(01-12-2018 11:50 AM)8BitPirate Wrote: (01-12-2018 11:20 AM)BearcatMan Wrote: Most sense is 14 with the 10 Conference champions at with the Top four teams getting byes and no more than two teams from a single conference and a Top 10 Notre Dame/Independent stipulation. First round games at the home stadiums of the higher ranked team. No one can make a LOGICAL argument against that.
This year it would've been:
1: Clemson
2: Oklahoma
3: Georgia
4: Alabama
5: Ohio State
6: Wisconsin
7: USC
8: Miami
9: Washington
10: UCF
11: Boise State
12: FAU
13: Toledo
14: Troy State
Would've made the "play-ins":
Ohio State-Troy State (Blowout win, as it should be in every situation like this)
Wisconsin-Toledo (potentially compelling)
USC-FAU (extremely entertaining offensive explosion)
Miami-Boise State (VERY fun game)
Washington-UCF (VERY fun game)
Then the second round plays the four games in four of the NY6, with the semis being in the 2 remaining (the six rotate every year) with a true National Championship game to top it off.
You solve the too many games argument by making conference take 8 game regular season schedules OR knocking off one out of conference game since the conference season becomes much more important...or you know just telling people that EVERY OTHER DIVISION OF COLLEGE FOOTBALL DOES THIS SO IT OBVIOUSLY ISN'T A REASONABLE ARGUMENT.
Bowlcations will still be available for all teams not in the playoff obviously, in order to appease the old people wearing oddly colored suits who like to stand on shoddily built stages in the middle of half filled stadia.
But alas...money, etc.
Think how much cash March Madness brings in. Now think how much money this would bring in. Even your casual football fan would watch a majority of these games.

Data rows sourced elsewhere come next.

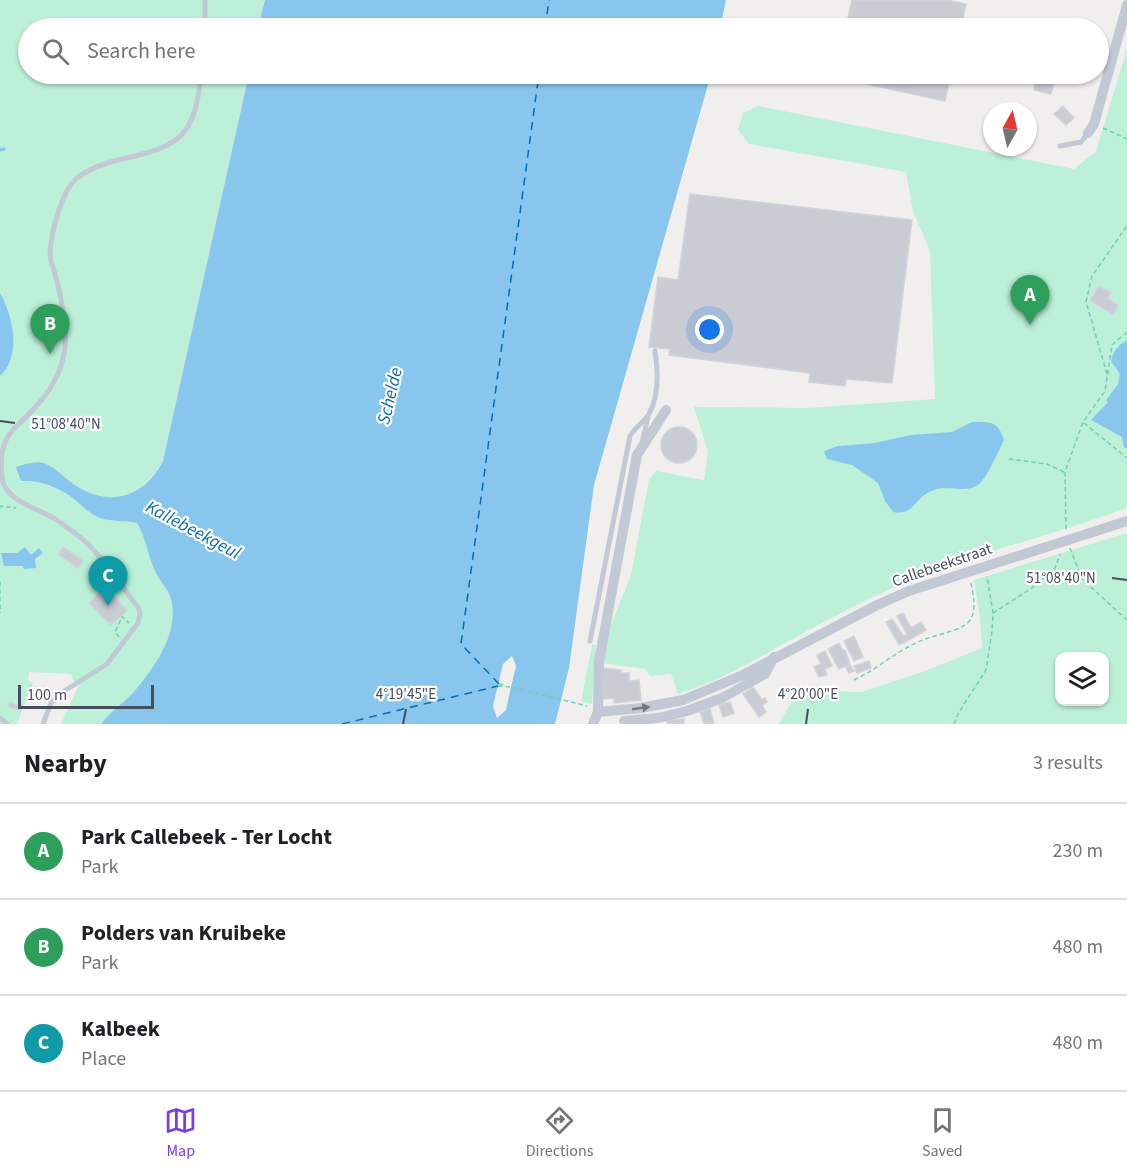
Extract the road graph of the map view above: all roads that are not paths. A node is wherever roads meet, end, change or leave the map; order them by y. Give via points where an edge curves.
1 (205, 0) edge
2 (1127, 5) edge
3 (205, 18) edge
4 (1109, 67) edge
5 (200, 84) edge
6 (1104, 84) edge
7 (1091, 129) joint
8 (1060, 146) dead end
9 (655, 351) dead end
10 (666, 410) dead end
11 (649, 414) junction
12 (642, 444) junction
13 (1127, 520) edge
14 (590, 641) dead end
15 (774, 657) junction
16 (598, 712) junction
17 (0, 718) edge
18 (624, 721) dead end
19 (7, 724) edge
20 (43, 724) edge
21 (593, 724) edge

1 - 3 lane
2 - 4 street
5 - 20 lane via 195,114 176,141 87,171 68,187 51,237 50,257 64,311 62,362 42,399 9,435 0,470 10,494 32,509 47,513 86,543 140,614 138,623 107,664 56,698
6 - 7 street
7 - 8 lane via 1081,142
9 - 11 lane via 658,368
10 - 12 street
11 - 12 lane
11 - 14 lane via 630,436
12 - 16 street via 632,478 599,662
13 - 15 street, Callebeekstraat via 909,591
16 -> 15 street, Callebeekstraat via 683,700 743,675
15 - 18 street, Callebeekstraat via 765,674 722,698 658,718
16 - 21 street
17 - 19 lane

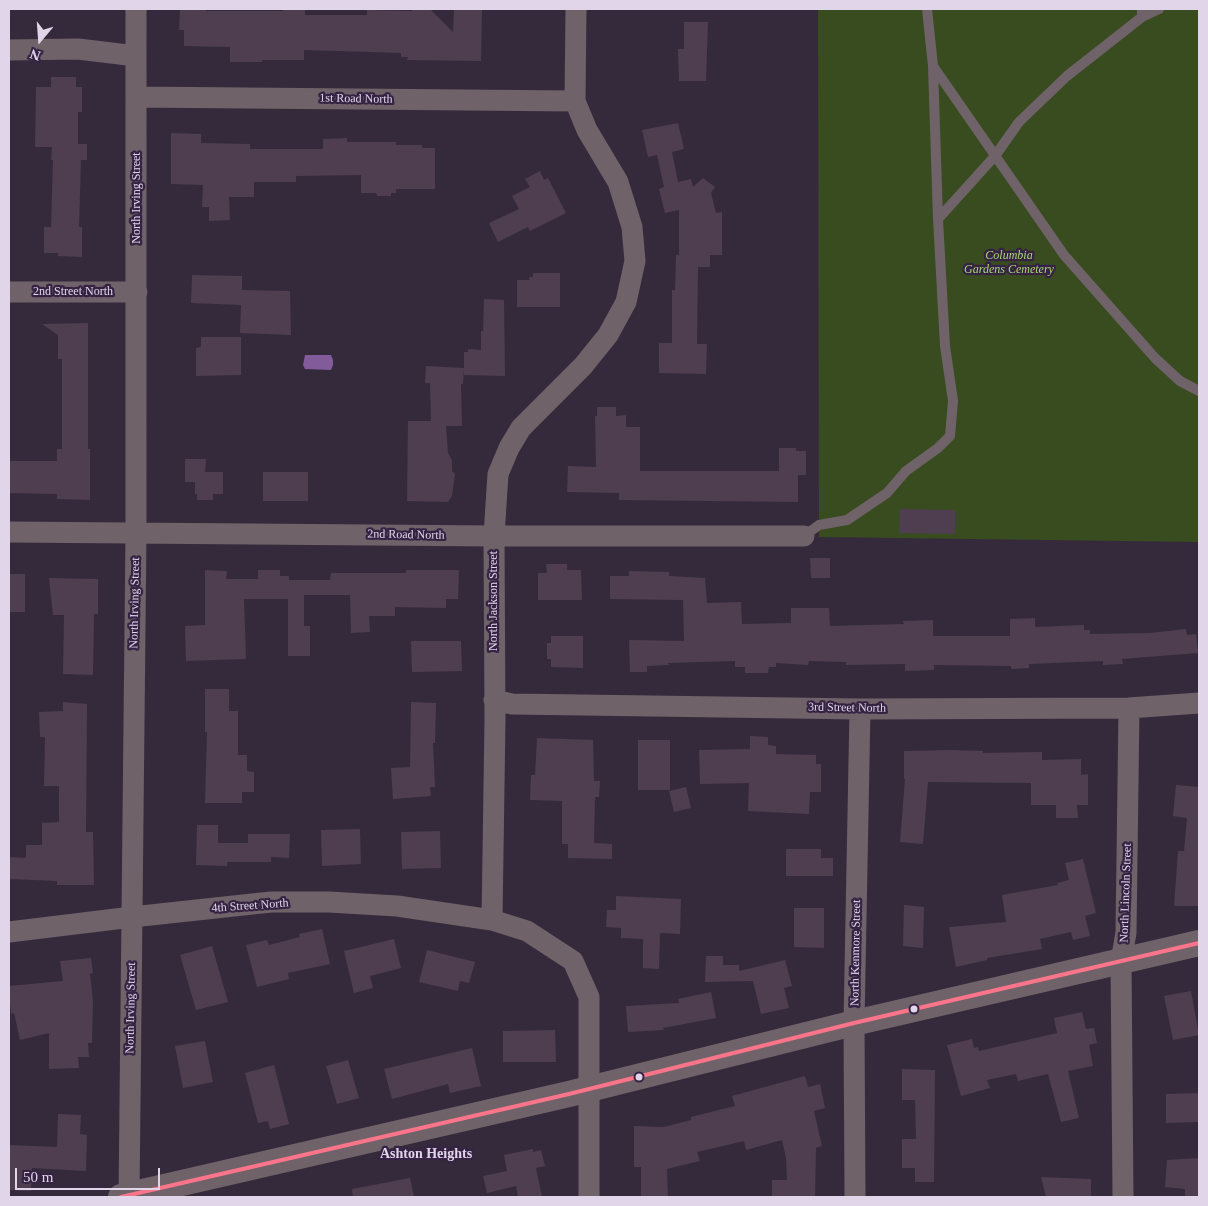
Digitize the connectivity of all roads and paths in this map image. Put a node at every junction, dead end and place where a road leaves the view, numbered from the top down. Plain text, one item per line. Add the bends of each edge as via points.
1 (136, 9) edge
2 (576, 9) edge
3 (927, 9) edge
4 (1159, 9) edge
5 (1142, 13) edge
6 (9, 50) edge
7 (136, 56) junction
8 (933, 66) junction
9 (136, 97) junction
10 (576, 101) junction
11 (995, 156) junction
12 (938, 219) junction
13 (9, 292) edge
14 (137, 292) junction
15 (1199, 391) edge
16 (9, 532) edge
17 (136, 533) junction
18 (494, 536) junction
19 (804, 536) joint
20 (494, 700) junction
21 (1199, 703) edge
22 (1130, 708) junction
23 (860, 709) junction
24 (132, 917) junction
25 (492, 920) junction
26 (9, 932) edge
27 (1199, 943) edge
28 (1121, 962) junction
29 (854, 1023) junction
30 (589, 1089) junction
31 (126, 1197) edge
32 (588, 1197) edge
33 (855, 1197) edge
34 (1123, 1197) edge

1 - 7 street, North Irving Street
2 - 10 street, North Jackson Street
3 - 8 lane
4 - 5 lane
5 - 11 lane via 1067,76 1019,122
6 - 7 street via 78,49
7 - 9 street, North Irving Street
8 - 11 lane
8 - 12 lane
9 - 10 street, 1st Road North
9 - 14 street, North Irving Street
10 - 18 street, North Jackson Street via 587,130 618,182 632,227 636,261 626,302 608,335 583,366 521,428 508,448 498,474
11 - 12 lane
11 - 15 lane via 1064,255 1155,358 1180,381
12 - 19 lane via 953,401 950,436 906,471 887,493 847,520 819,525
13 - 14 street, 2nd Street North
14 - 17 street, North Irving Street
16 - 17 street, 2nd Road North
17 - 18 street, 2nd Road North
17 - 24 street, North Irving Street
18 - 19 street, 2nd Road North
18 - 20 street, North Jackson Street
20 - 23 street, 3rd Street North via 512,704
20 - 25 street, North Jackson Street
21 - 22 street, 3rd Street North
22 - 23 street, 3rd Street North
22 - 28 street, North Lincoln Street via 1126,933
23 - 29 street, North Kenmore Street
24 - 25 street, 4th Street North via 271,902 328,902 398,906
24 - 26 street, 4th Street North
24 - 31 street, North Irving Street
25 - 30 street via 528,931 573,961 589,997
27 - 28 street
28 - 29 street
28 - 34 street, North Lincoln Street
29 - 30 street
29 - 33 street, North Kenmore Street
30 - 31 street
30 - 32 street

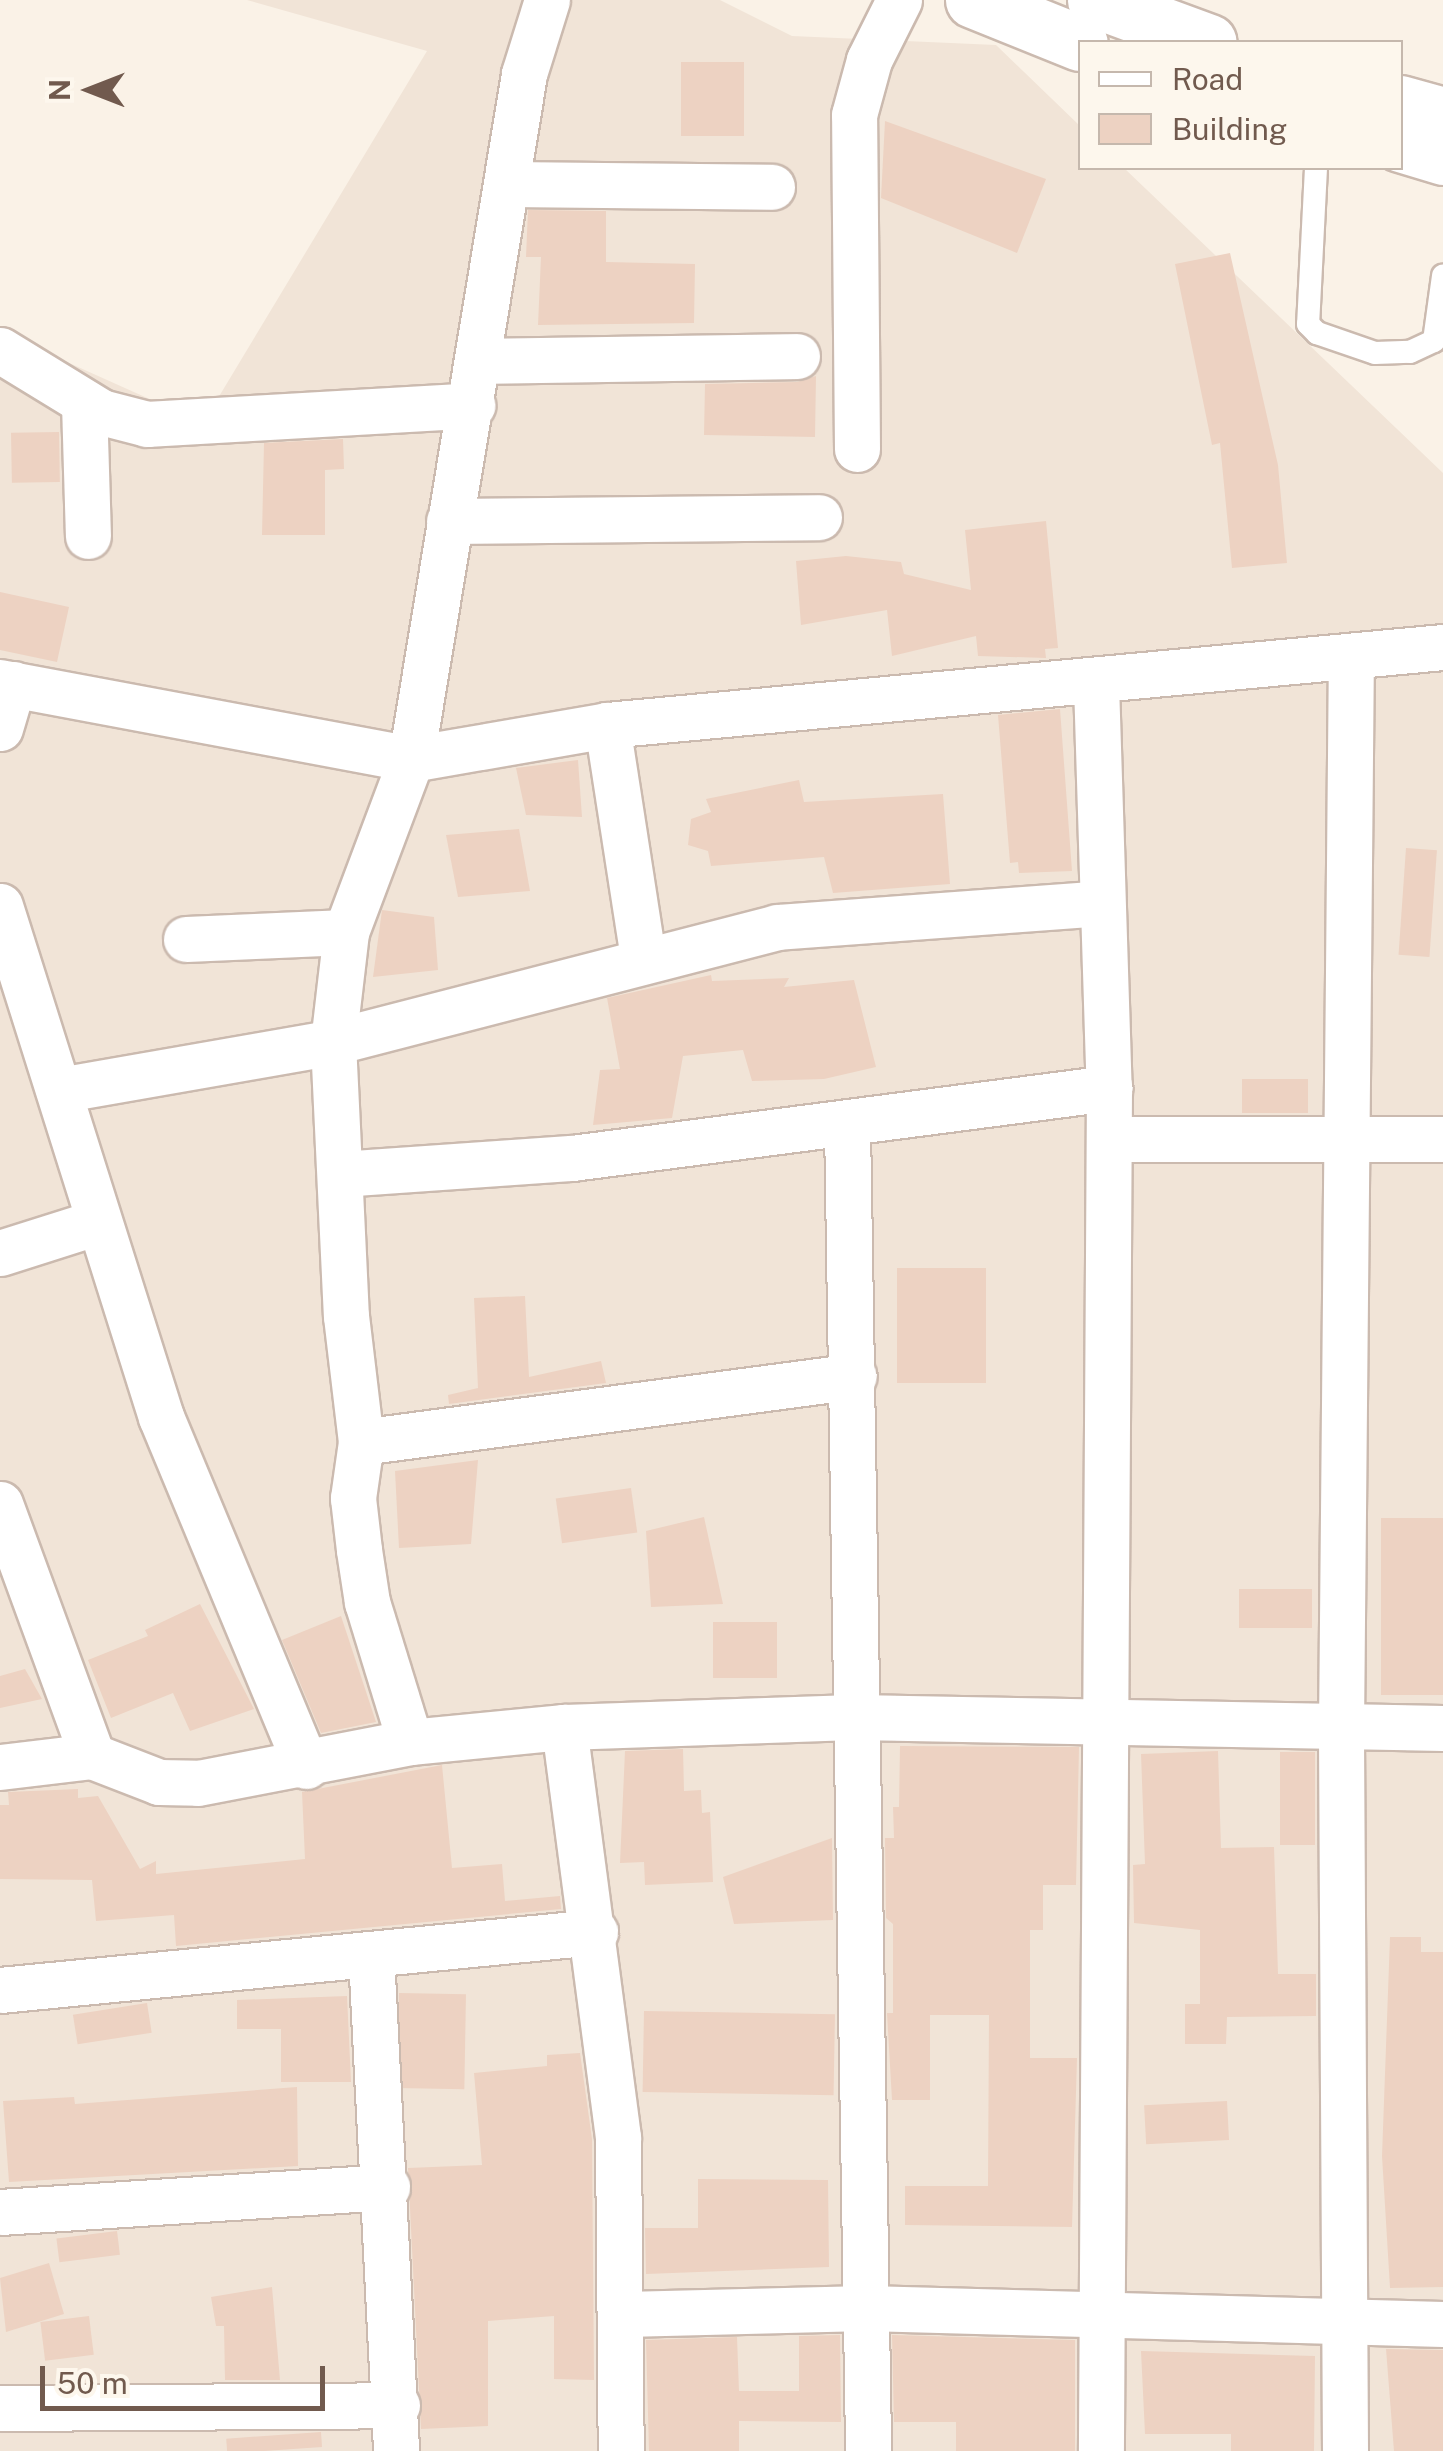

Exactly...but that money would have to be evenly distributed, which would warrant a big ol' LOL by the Haves. Think about it, you could run a Unit payment structure like March Madness, but there's no way they would allow it.
The CFP+Access bowls currently has a $475M per year deal with ESPN, which if you triple the inventory, would likely double the media deal plus a little pot-sweetener to stave off the competition. So we're looking at $1B per year, across 31 games.
If the Unit Payout was in effect for this hypothetical tournament, each team paid out on a per game played basis, meaning each team would receive $32,250,000 per game played for their conference's distribution. That's about 10X as much as the Sun Belt, CUSA, and MAC get in disbursement every year just for making this tournament as mandate would dictate, which would make them happy and make the big boys VERY mad since it's effectively life-changing money for some of these athletic departments.
With that being said, say we get the same end result and Alabama and Georgia make the NC game...that would mean the SEC nets $325,000,000, which is nearly triple what they pulled from this year's CFP. I just don't see how this doesn't make sense for all involved.